What is expected:
Locate each line below that includes "VORDERSTE" and reproduce it.

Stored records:
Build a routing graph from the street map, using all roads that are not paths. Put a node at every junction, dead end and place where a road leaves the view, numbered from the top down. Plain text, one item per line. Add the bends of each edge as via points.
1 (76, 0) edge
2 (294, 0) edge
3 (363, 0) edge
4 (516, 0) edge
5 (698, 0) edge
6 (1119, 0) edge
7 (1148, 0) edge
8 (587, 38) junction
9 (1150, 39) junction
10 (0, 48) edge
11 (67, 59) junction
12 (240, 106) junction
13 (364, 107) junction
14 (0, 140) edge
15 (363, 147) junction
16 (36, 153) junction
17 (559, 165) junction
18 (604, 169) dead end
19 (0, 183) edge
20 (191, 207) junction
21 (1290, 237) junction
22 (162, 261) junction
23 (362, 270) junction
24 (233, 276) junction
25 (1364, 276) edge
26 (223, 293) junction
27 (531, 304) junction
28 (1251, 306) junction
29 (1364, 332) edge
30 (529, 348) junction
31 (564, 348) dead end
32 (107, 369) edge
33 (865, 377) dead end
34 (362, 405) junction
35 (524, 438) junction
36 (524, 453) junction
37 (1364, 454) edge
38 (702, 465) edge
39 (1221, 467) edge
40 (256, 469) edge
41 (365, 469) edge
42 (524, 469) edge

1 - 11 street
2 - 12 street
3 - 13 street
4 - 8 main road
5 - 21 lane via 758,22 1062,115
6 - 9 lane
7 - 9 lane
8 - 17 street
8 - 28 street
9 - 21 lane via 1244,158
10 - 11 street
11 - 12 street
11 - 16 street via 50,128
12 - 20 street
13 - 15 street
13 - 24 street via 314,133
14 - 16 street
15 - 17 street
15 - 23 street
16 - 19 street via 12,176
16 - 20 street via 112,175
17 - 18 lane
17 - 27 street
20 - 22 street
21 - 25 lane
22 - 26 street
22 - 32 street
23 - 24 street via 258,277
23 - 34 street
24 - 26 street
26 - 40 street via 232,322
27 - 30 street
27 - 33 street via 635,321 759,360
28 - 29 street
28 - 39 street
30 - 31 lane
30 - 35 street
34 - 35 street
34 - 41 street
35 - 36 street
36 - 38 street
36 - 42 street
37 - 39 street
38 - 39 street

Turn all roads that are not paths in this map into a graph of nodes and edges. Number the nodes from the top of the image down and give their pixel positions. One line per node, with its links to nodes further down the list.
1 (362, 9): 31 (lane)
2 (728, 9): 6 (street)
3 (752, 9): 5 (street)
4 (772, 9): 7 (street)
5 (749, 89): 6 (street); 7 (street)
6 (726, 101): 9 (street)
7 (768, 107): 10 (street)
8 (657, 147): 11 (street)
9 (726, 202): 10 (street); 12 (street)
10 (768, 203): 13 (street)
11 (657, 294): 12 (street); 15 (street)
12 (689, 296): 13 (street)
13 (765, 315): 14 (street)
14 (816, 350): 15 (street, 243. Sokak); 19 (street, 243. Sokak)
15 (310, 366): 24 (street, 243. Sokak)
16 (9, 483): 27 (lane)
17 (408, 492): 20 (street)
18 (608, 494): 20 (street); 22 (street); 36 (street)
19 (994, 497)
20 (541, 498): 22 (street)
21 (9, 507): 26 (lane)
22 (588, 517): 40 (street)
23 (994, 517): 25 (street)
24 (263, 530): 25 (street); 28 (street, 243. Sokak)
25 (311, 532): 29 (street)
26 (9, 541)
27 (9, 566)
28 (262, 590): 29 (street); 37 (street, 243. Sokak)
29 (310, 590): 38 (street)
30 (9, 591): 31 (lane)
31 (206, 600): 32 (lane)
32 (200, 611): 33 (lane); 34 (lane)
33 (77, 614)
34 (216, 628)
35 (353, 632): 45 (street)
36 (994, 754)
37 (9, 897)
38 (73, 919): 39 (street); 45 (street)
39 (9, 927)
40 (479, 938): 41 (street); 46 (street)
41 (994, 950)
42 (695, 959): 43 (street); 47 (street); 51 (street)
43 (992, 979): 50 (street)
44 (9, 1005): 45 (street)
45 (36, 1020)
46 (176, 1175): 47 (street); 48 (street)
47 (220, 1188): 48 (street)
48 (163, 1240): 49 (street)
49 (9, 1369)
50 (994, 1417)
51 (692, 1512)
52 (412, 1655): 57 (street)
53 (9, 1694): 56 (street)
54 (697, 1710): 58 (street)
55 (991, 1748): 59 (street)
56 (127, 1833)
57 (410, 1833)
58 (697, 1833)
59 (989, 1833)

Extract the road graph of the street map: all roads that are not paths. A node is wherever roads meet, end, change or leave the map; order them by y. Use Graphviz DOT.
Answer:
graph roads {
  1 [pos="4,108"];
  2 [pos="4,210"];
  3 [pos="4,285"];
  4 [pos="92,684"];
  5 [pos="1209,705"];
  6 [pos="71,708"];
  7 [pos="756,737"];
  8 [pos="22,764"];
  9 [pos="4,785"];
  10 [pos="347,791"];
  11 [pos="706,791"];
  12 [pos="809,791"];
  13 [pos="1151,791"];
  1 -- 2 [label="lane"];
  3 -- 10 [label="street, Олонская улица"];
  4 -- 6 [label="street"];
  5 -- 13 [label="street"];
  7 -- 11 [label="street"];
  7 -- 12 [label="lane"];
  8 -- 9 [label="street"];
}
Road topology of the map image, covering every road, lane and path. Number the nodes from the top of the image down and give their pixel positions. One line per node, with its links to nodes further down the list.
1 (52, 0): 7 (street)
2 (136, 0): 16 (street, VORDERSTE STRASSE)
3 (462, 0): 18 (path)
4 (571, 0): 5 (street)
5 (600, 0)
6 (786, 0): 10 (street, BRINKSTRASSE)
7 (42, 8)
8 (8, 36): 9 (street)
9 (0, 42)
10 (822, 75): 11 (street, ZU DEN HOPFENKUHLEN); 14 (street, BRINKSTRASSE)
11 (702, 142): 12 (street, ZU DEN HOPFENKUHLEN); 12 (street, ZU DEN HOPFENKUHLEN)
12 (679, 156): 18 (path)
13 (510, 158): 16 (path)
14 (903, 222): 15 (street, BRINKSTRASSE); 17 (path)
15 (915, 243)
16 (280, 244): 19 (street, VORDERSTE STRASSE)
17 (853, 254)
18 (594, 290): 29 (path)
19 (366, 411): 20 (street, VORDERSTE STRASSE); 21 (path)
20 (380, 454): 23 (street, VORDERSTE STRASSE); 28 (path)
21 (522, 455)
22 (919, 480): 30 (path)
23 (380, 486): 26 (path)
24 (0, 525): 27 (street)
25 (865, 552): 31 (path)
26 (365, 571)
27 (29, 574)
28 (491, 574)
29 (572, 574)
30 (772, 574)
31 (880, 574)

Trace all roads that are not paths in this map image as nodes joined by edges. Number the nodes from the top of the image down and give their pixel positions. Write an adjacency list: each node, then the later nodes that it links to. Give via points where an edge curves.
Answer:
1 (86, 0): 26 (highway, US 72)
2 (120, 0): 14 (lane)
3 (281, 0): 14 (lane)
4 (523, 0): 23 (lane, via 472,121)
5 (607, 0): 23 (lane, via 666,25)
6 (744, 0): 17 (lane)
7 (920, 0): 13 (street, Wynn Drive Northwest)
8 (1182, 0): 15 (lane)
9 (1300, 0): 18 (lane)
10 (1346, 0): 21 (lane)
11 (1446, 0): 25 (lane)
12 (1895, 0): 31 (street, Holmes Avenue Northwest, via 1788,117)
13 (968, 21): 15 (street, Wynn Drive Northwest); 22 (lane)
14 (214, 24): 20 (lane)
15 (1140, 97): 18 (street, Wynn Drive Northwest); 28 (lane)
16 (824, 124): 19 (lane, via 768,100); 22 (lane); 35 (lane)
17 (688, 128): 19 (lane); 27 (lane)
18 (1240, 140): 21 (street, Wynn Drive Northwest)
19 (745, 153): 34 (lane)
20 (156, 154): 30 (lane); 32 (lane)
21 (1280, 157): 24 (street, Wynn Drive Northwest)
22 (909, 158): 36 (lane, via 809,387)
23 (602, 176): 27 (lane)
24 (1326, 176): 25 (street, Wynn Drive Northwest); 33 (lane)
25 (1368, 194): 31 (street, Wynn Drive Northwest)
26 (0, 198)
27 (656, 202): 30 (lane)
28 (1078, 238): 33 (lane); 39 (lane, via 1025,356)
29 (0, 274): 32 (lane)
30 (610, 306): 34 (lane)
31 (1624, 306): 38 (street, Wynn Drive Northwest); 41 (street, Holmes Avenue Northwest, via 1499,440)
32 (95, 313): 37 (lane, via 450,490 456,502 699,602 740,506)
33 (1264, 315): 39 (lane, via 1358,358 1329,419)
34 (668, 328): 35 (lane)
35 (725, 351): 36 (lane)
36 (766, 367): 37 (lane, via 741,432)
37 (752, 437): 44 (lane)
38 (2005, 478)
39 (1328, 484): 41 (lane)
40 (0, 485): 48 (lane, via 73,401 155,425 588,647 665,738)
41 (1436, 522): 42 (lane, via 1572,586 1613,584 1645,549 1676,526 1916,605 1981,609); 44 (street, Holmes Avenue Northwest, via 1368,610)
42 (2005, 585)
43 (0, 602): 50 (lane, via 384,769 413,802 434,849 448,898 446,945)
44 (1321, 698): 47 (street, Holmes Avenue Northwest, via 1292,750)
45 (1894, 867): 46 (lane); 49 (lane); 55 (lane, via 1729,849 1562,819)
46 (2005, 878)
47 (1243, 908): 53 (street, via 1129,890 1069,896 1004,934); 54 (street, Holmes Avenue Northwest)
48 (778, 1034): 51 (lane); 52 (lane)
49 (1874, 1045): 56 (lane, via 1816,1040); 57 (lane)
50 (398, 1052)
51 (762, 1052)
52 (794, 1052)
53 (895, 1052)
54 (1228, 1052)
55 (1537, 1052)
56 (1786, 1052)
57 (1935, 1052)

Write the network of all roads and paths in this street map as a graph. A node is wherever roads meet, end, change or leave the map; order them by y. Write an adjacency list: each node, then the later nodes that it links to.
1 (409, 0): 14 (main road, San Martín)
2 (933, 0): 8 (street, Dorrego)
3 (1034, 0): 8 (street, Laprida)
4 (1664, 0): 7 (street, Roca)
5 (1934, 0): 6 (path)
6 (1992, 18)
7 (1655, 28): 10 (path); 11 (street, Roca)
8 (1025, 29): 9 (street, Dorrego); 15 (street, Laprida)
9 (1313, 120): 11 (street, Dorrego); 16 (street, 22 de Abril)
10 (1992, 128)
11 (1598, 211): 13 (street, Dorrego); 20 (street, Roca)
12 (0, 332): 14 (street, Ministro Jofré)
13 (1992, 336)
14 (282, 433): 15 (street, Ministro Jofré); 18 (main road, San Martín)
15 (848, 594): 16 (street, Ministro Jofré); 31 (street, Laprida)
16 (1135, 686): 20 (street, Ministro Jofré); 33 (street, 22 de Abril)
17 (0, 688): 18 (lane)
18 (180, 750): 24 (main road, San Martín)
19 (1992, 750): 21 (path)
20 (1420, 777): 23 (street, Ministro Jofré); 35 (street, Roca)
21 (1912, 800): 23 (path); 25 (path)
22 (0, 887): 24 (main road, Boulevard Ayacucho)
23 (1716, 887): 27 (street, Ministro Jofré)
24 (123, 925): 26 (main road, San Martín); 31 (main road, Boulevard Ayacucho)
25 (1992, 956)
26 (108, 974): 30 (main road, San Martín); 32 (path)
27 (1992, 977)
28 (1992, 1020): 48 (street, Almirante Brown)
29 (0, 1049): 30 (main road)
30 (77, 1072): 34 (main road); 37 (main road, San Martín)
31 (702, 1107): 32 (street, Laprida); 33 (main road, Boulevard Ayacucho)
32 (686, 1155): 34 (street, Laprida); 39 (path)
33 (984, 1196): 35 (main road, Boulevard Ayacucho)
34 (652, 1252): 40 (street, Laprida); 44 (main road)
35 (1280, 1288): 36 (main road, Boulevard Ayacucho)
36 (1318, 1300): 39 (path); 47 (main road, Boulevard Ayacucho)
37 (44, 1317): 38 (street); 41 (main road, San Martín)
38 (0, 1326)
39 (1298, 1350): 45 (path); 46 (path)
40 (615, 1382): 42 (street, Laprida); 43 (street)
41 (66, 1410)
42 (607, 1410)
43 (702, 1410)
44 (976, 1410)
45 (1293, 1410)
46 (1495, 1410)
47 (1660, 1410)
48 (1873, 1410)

Expected answer:
2 (136, 0): 16 (street, VORDERSTE STRASSE)
16 (280, 244): 19 (street, VORDERSTE STRASSE)
19 (366, 411): 20 (street, VORDERSTE STRASSE); 21 (path)
20 (380, 454): 23 (street, VORDERSTE STRASSE); 28 (path)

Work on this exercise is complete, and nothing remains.